Owen initially enrolled as a student at Washington State University, but left school to take a job offer as a home economist for Washington Water Power, based in Moscow, Idaho. Part of her new job required her to conduct cooking demonstrations and classes utilizing modern electric stoves. Owen was holding one of those classes when she met Tom McCall, a local reporter for the News-Review who had been assigned to pen a story for his newspaper. In a later interview with The Oregonian during the 1970s, McCall recalled her first meeting with him, telling the reporter "He was a very hungry reporter," who ate her food following the cooking demo, "That's how we became acquainted." The couple dated for three months before marrying on May 20, 1939, just one day after she accepted his marriage proposal. The small ceremony was held in Moscow with just two friends in attendance. The couple had two sons, Sam McCall and Thomas "Tad" McCall Jr., an environmental consultant.

McCall served as the First Lady of Oregon from 1967 until 1975 during the administration of her husband. Led by Governor McCall, a Republican, Oregon became known for its innovative environmental and social policies during their two terms in office. Audrey McCall supported many of these policies during her tenure as first lady and after leaving the governor's mansion. Separate from the Governor, First Lady McCall became an influential figure within Oregon politics in her own right. She was also considered one of her husband's closest political advisers behind-the-scenes, while projecting a more traditional public image as a homemaker and first lady.

Following former Governor McCall's death in 1983, Audrey McCall sought to preserve his political legacy. In particular, McCall used her influence and fundraising expertise to protect Oregon's landmark, statewide land-use laws, which Governor McCall had spearheaded and signed into law. During the early 2000s, Audrey McCall joined with other individuals in a lawsuit to stop Ballot Measure 7, a 2000 property-rights ballot measure that would have weakened the land-use laws introduced by Governor McCall in the 1970s. The courts eventually ruled in McCall's favor and the ballot initiative was defeated. She actively campaigned for and against several other ballot initiatives as well.

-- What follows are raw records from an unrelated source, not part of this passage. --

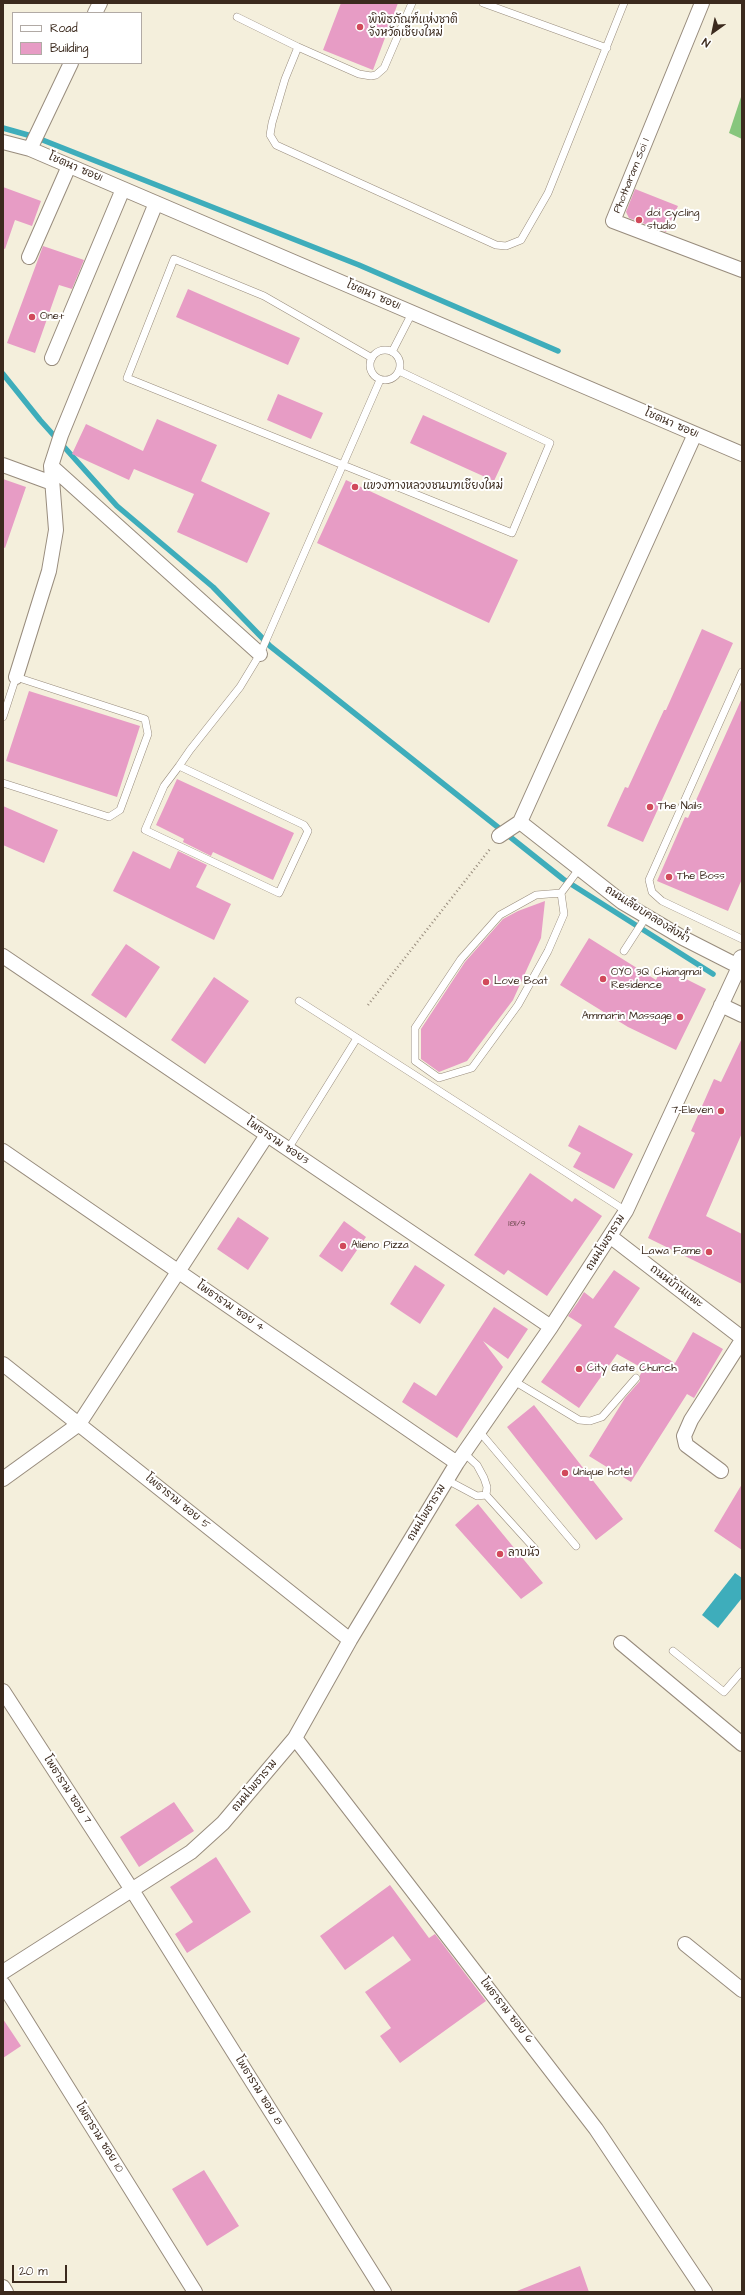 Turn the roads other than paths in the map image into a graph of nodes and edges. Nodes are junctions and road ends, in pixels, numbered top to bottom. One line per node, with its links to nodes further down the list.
1 (100, 3): 6 (street)
2 (412, 3): 8 (lane)
3 (483, 3): 9 (lane)
4 (624, 3): 9 (lane)
5 (702, 3): 17 (street, Photharam Soi 1)
6 (96, 12)
7 (236, 17): 8 (lane)
8 (298, 47): 9 (lane)
9 (607, 48)
10 (71, 64): 12 (street)
11 (3, 142): 12 (street, โชตนา ซอย1)
12 (30, 149): 13 (street, โชตนา ซอย1)
13 (68, 166): 14 (street, โชตนา ซอย1); 16 (street)
14 (123, 189): 15 (street, โชตนา ซอย1); 20 (street)
15 (156, 203): 18 (street, โชตนา ซอย1); 28 (street)
16 (29, 257)
17 (742, 270)
18 (412, 313): 19 (lane); 24 (street, โชตนา ซอย1)
19 (392, 352): 21 (lane); 22 (lane)
20 (52, 358)
21 (372, 358): 23 (lane); 26 (lane)
22 (399, 372): 23 (lane); 26 (lane)
23 (380, 380): 26 (lane)
24 (696, 434): 25 (street, โชตนา ซอย1); 36 (street)
25 (742, 454)
26 (342, 464): 30 (lane)
27 (3, 465): 29 (street)
28 (51, 466): 29 (street); 30 (street)
29 (52, 483): 32 (street)
30 (260, 654): 34 (lane)
31 (742, 672): 41 (lane)
32 (16, 677): 33 (lane); 35 (lane)
33 (3, 717)
34 (179, 766): 34 (lane)
35 (3, 782)
36 (520, 822): 37 (street); 38 (street, ถนนเลียบคลองส่งน้ำ)
37 (499, 836)
38 (579, 869): 39 (lane); 40 (street, ถนนเลียบคลองส่งน้ำ)
39 (561, 893): 39 (lane)
40 (646, 917): 42 (lane); 44 (street, ถนนเลียบคลองส่งน้ำ)
41 (742, 939)
42 (624, 951)
43 (3, 956): 49 (street, โพธาราม ซอย3)
44 (741, 965): 46 (street, ถนนโพธาราม)
45 (299, 1001): 48 (lane)
46 (721, 1005): 47 (street); 52 (street, ถนนโพธาราม)
47 (742, 1015)
48 (358, 1038): 50 (lane); 52 (lane)
49 (267, 1135): 50 (street, โพธาราม ซอย3); 54 (street)
50 (288, 1149): 55 (street, โพธาราม ซอย3)
51 (3, 1151): 54 (street, โพธาราม ซอย 4)
52 (626, 1211): 53 (street, ถนนโพธาราม)
53 (611, 1237): 55 (street, ถนนโพธาราม); 56 (street, ถนนบ้านแพะ)
54 (178, 1272): 60 (street); 62 (street, โพธาราม ซอย 4)
55 (551, 1327): 59 (street, ถนนโพธาราม)
56 (742, 1339): 63 (street)
57 (3, 1364): 60 (street, โพธาราม ซอย 5)
58 (636, 1378): 59 (lane)
59 (514, 1381): 61 (street, ถนนโพธาราม)
60 (79, 1424): 64 (street); 69 (street, โพธาราม ซอย 5)
61 (479, 1431): 62 (street, ถนนโพธาราม); 67 (lane)
62 (460, 1458): 65 (street, ถนนโพธาราม); 66 (lane)
63 (721, 1471)
64 (3, 1479)
65 (447, 1480): 66 (lane); 69 (street, ถนนโพธาราม)
66 (486, 1495): 68 (lane)
67 (576, 1546)
68 (535, 1549)
69 (350, 1640): 74 (street, ถนนโพธาราม)
70 (621, 1643): 75 (street)
71 (672, 1651): 72 (lane)
72 (742, 1671)
73 (3, 1691): 76 (street, โพธาราม ซอย 7)
74 (295, 1738): 76 (street, ถนนโพธาราม); 85 (street, โพธาราม ซอย 6)
75 (742, 1744)
76 (132, 1890): 78 (street, ถนนโพธาราม); 84 (street, โพธาราม ซอย 8)
77 (685, 1944): 80 (street)
78 (3, 1972)
79 (3, 1984): 83 (street, โพธาราม ซอย 10)
80 (742, 1990)
81 (3, 2287): 82 (street)
82 (6, 2292)
83 (195, 2292)
84 (384, 2292)
85 (705, 2292)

She also campaigned on behalf of a variety of other causes, and supported a bipartisan slate of candidates from both parties who supported these initiatives.

McCall also intervened during a dispute over the proposed location as a proposed memorial statue for Governor Tom McCall; both Portland and Salem, Oregon, wanted the statue to be placed in their cities. Audrey McCall agreed that the statue should be placed in Salem, the state capital, since that is where much of her husband's major initiatives were conceived. The statue now stands in Salem's Riverfront Park along the Willamette River.

Audrey McCall remained active and in good health until she broke her hip in a fall in mid-August 2007. Shortly after her fall, she moved to a nursing home facility in Southwest Portland, Oregon, where she died on November 15, 2007, at the age of 92. She was survived by one of her two sons, Tad McCall, her sister, Phyllis Royer, and two grandchildren. She was buried in Redmond, Oregon, next to her husband and son, Sam McCall, on November 24, 2007.

On October 13, 2017, the city of Portland and Mayor Ted Wheeler opened a new urban beach along the Willamette River in downtown Portland. The new beach was dedicated "Audrey McCall Beach" in the former first lady's honor. The Audrey McCall Beach, only the second urban beach to be acknowledged along the Willamette River, took four years to build. An estimated 19 tons of concrete was removed by Human Access Project in that time from the east side of the Portland waterfront to construct the new beach and access point to the river. The concrete removal was done without heavy mechanized equipment by Human Access Volunteers and collaboration with Multnomah County Inverness Jail Inmate workforce program

Human Access Project successfully advocated with Portland Mayor Charlie Hales to find $300,000 to study the feasibility of a beach at this site.